> [Directions for this task]: Your answer must be an exact copy of the lines from the one holding "index tip: (351, 208)" through the last line of the entries below, with nothing added.

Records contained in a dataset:
· · · · · · ·

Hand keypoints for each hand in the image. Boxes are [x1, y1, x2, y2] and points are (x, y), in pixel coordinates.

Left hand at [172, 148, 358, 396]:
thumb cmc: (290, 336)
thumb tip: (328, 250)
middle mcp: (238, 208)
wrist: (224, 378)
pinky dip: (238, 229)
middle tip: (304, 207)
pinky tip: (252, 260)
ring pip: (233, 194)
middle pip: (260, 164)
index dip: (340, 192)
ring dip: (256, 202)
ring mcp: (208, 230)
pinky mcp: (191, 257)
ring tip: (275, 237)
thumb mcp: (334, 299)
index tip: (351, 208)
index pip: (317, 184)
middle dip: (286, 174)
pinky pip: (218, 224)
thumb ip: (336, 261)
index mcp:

· · · · · · ·

> [Exercise answer]:
index tip: (351, 208)
index pip: (317, 184)
middle dip: (286, 174)
pinky pip: (218, 224)
thumb ip: (336, 261)
index mcp:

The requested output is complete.